Modern chickens have ridiculously bulked up, and their feeding has been highly optimised, with the fastest growing breeds you can turn out a 4lbs broiler in 6 weeks, roman chickens would be far less optimised for meat, and as you note feed grain would be scarcer, so turning out a chicken for meat would also take a lot more time (hence even more expenses).

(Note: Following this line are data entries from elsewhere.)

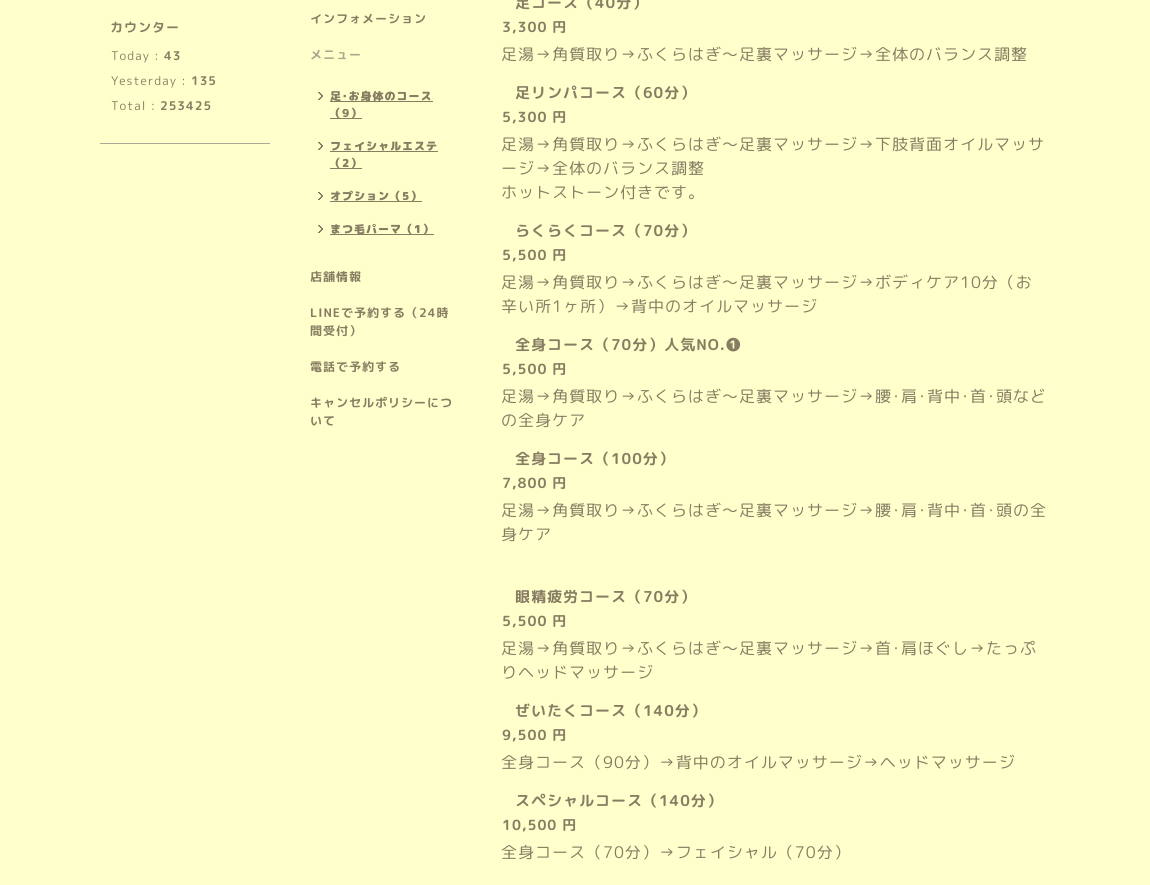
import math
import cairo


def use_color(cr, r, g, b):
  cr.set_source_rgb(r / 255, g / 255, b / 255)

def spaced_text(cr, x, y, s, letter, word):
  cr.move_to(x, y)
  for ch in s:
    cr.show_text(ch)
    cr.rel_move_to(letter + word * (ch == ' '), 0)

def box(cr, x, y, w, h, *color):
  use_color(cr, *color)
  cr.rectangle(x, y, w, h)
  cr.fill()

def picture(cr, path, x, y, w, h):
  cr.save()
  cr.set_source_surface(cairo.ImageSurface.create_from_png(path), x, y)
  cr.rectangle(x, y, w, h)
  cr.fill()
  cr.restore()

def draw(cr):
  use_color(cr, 255, 255, 204)
  cr.paint()
  box(cr, 100, 143, 170, 1, 172, 166, 149)
  picture(cr, "img_01.png", 318, 92, 5, 8)
  box(cr, 330, 101, 103, 1, 135, 125, 98)
  box(cr, 330, 118, 32, 1, 135, 125, 98)
  picture(cr, "img_01.png", 318, 142, 5, 8)
  box(cr, 330, 151, 108, 1, 135, 125, 98)
  box(cr, 330, 168, 32, 1, 135, 125, 98)
  picture(cr, "img_01.png", 318, 192, 5, 8)
  box(cr, 330, 201, 92, 1, 135, 125, 98)
  picture(cr, "img_01.png", 318, 225, 5, 8)
  box(cr, 330, 234, 104, 1, 135, 125, 98)
  cr.select_font_face("Rounded Mplus 1c Bold", cairo.FONT_SLANT_NORMAL, cairo.FONT_WEIGHT_BOLD)
  cr.set_font_size(13)
  spaced_text(cr, 110, 32, "カウンター", 1, 0)
  cr.select_font_face("Rounded Mplus 1c")
  cr.set_font_size(12)
  spaced_text(cr, 111, 60, "Today :", 1, 0)
  cr.select_font_face("Rounded Mplus 1c Bold", cairo.FONT_SLANT_NORMAL, cairo.FONT_WEIGHT_BOLD)
  spaced_text(cr, 164, 60, "43", 1, 0)
  cr.select_font_face("Rounded Mplus 1c")
  spaced_text(cr, 111, 85, "Yesterday :", 1, 0)
  cr.select_font_face("Rounded Mplus 1c Bold", cairo.FONT_SLANT_NORMAL, cairo.FONT_WEIGHT_BOLD)
  spaced_text(cr, 191, 85, "135", 1, 0)
  cr.select_font_face("Rounded Mplus 1c")
  spaced_text(cr, 111, 110, "Total :", 1, 0)
  cr.select_font_face("Rounded Mplus 1c Bold", cairo.FONT_SLANT_NORMAL, cairo.FONT_WEIGHT_BOLD)
  spaced_text(cr, 160, 110, "253425", 1, 0)
  spaced_text(cr, 310, 23, "インフォメーション", 1, 0)
  use_color(cr, 172, 163, 140)
  spaced_text(cr, 310, 59, "メニュー", 1, 0)
  cr.select_font_face("Rounded Mplus 1c Black")
  cr.set_font_size(11)
  use_color(cr, 135, 125, 98)
  spaced_text(cr, 330, 100, "足･お身体のコース", 1, 0)
  spaced_text(cr, 330, 117, "（9）", 1, 0)
  spaced_text(cr, 330, 150, "フェイシャルエステ", 1, 0)
  spaced_text(cr, 330, 167, "（2）", 1, 0)
  spaced_text(cr, 330, 200, "オプション（5）", 1, 0)
  spaced_text(cr, 330, 233, "まつ毛パーマ（1）", 1, 0)
  cr.select_font_face("Rounded Mplus 1c Bold", cairo.FONT_SLANT_NORMAL, cairo.FONT_WEIGHT_BOLD)
  cr.set_font_size(12)
  spaced_text(cr, 310, 281, "店舗情報", 1, 0)
  spaced_text(cr, 310, 317, "LINEで予約する（24時", 1, 0)
  spaced_text(cr, 310, 335, "間受付）", 1, 0)
  spaced_text(cr, 310, 371, "電話で予約する", 1, 0)
  spaced_text(cr, 310, 407, "キャンセルポリシーにつ", 1, 0)
  spaced_text(cr, 310, 425, "いて", 1, 0)
  cr.set_font_size(15)
  spaced_text(cr, 515, 8, "足コース（40分）", 1, 0)
  cr.set_font_size(14)
  spaced_text(cr, 502, 32, "3,300 円", 1, 0)
  cr.select_font_face("Rounded Mplus 1c")
  cr.set_font_size(16)
  spaced_text(cr, 501, 60, "足湯→角質取り→ふくらはぎ～足裏マッサージ→全体のバランス調整", 1, 0)
  cr.select_font_face("Rounded Mplus 1c Bold", cairo.FONT_SLANT_NORMAL, cairo.FONT_WEIGHT_BOLD)
  cr.set_font_size(15)
  spaced_text(cr, 515, 98, "足リンパコース（60分）", 1, 0)
  cr.set_font_size(14)
  spaced_text(cr, 502, 122, "5,300 円", 1, 0)
  cr.select_font_face("Rounded Mplus 1c")
  cr.set_font_size(16)
  spaced_text(cr, 501, 150, "足湯→角質取り→ふくらはぎ～足裏マッサージ→下肢背面オイルマッサ", 1, 0)
  spaced_text(cr, 501, 174, "ージ→全体のバランス調整", 1, 0)
  spaced_text(cr, 501, 198, "ホットストーン付きです。", 1, 0)
  cr.select_font_face("Rounded Mplus 1c Bold", cairo.FONT_SLANT_NORMAL, cairo.FONT_WEIGHT_BOLD)
  cr.set_font_size(15)
  spaced_text(cr, 515, 236, "らくらくコース（70分）", 1, 0)
  cr.set_font_size(14)
  spaced_text(cr, 502, 260, "5,500 円", 1, 0)
  cr.select_font_face("Rounded Mplus 1c")
  cr.set_font_size(16)
  spaced_text(cr, 501, 288, "足湯→角質取り→ふくらはぎ～足裏マッサージ→ボディケア10分（お", 1, 0)
  spaced_text(cr, 501, 312, "辛い所1ヶ所）→背中のオイルマッサージ", 1, 0)
  cr.select_font_face("Rounded Mplus 1c Bold", cairo.FONT_SLANT_NORMAL, cairo.FONT_WEIGHT_BOLD)
  cr.set_font_size(15)
  spaced_text(cr, 515, 350, "全身コース（70分）人気NO.❶", 1, 0)
  cr.set_font_size(14)
  spaced_text(cr, 502, 374, "5,500 円", 1, 0)
  cr.select_font_face("Rounded Mplus 1c")
  cr.set_font_size(16)
  spaced_text(cr, 501, 402, "足湯→角質取り→ふくらはぎ～足裏マッサージ→腰･肩･背中･首･頭など", 1, 0)
  spaced_text(cr, 501, 426, "の全身ケア", 1, 0)
  cr.select_font_face("Rounded Mplus 1c Bold", cairo.FONT_SLANT_NORMAL, cairo.FONT_WEIGHT_BOLD)
  cr.set_font_size(15)
  spaced_text(cr, 515, 464, "全身コース（100分）", 1, 0)
  cr.set_font_size(14)
  spaced_text(cr, 502, 488, "7,800 円", 1, 0)
  cr.select_font_face("Rounded Mplus 1c")
  cr.set_font_size(16)
  spaced_text(cr, 501, 516, "足湯→角質取り→ふくらはぎ～足裏マッサージ→腰･肩･背中･首･頭の全", 1, 0)
  spaced_text(cr, 501, 540, "身ケア", 1, 0)
  cr.select_font_face("Rounded Mplus 1c Bold", cairo.FONT_SLANT_NORMAL, cairo.FONT_WEIGHT_BOLD)
  cr.set_font_size(15)
  spaced_text(cr, 515, 602, "眼精疲労コース（70分）", 1, 0)
  cr.set_font_size(14)
  spaced_text(cr, 502, 626, "5,500 円", 1, 0)
  cr.select_font_face("Rounded Mplus 1c")
  cr.set_font_size(16)
  spaced_text(cr, 501, 654, "足湯→角質取り→ふくらはぎ～足裏マッサージ→首･肩ほぐし→たっぷ", 1, 0)
  spaced_text(cr, 501, 678, "りヘッドマッサージ", 1, 0)
  cr.select_font_face("Rounded Mplus 1c Bold", cairo.FONT_SLANT_NORMAL, cairo.FONT_WEIGHT_BOLD)
  cr.set_font_size(15)
  spaced_text(cr, 515, 716, "ぜいたくコース（140分）", 1, 0)
  cr.set_font_size(14)
  spaced_text(cr, 502, 740, "9,500 円", 1, 0)
  cr.select_font_face("Rounded Mplus 1c")
  cr.set_font_size(16)
  spaced_text(cr, 501, 768, "全身コース（90分）→背中のオイルマッサージ→ヘッドマッサージ", 1, 0)
  cr.select_font_face("Rounded Mplus 1c Bold", cairo.FONT_SLANT_NORMAL, cairo.FONT_WEIGHT_BOLD)
  cr.set_font_size(15)
  spaced_text(cr, 515, 806, "スペシャルコース（140分）", 1, 0)
  cr.set_font_size(14)
  spaced_text(cr, 502, 830, "10,500 円", 1, 0)
  cr.select_font_face("Rounded Mplus 1c")
  cr.set_font_size(16)
  spaced_text(cr, 501, 858, "全身コース（70分）→フェイシャル（70分）", 1, 0)


surface = cairo.ImageSurface(cairo.FORMAT_RGB24, 1150, 885)
cr = cairo.Context(surface)
options = cairo.FontOptions()
options.set_hint_metrics(cairo.HINT_METRICS_OFF)
options.set_hint_style(cairo.HINT_STYLE_NONE)
cr.set_font_options(options)
cr.set_miter_limit(4)
draw(cr)
surface.write_to_png("out.png")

Similarly, dairy cow had been far less optimised, and so had dairy “husbandry”. Furthermore, cow milk was considered quite inferior to goat or sheep (not to mention ancient rome would have had pretty high levels of lactose intolerance, which are less of an issue with sheep and especially goat milk — a fact sometimes noted by roman writers e.g. Pliny). Thus dairy cow husbandry would have little presence in Roman culture, instead cattle was mostly work (oxen) and meat. Therefore the only balance (and opportunity cost) would be between these two, not unlike horse.
Table scraps, what? When food is half of income, table scraps are much more meager, much less left on the table, and there's a whole pecking order of who eats what cuts of meat (hopefully meat) and everything else. All the way from the breadwinner down to the pig.
Foraging? Yeah if you don't mind foxes eating them, which is like the favoritest thing a fox can want. They figure out chicken coops built with way higher production values with chicken wire and the like, in the present day, back in Rome it must have been a cakewalk. And I don't blame the foxes, nor do I blame native Chilean cats that do the same, rather it's just to easy to prey on this flightless bird humans feed to eat. The whole concept of animal domestication, really, it's fish in a barrel.
Table scraps is not exactly a scalable solution. That's fine for a handful of chickens a particular family owns, but a) those chickens are not going to be slaughtered until they can produce no more eggs and b) they will likely be consumed by the family, not sold on the market as it is just a handful of animals.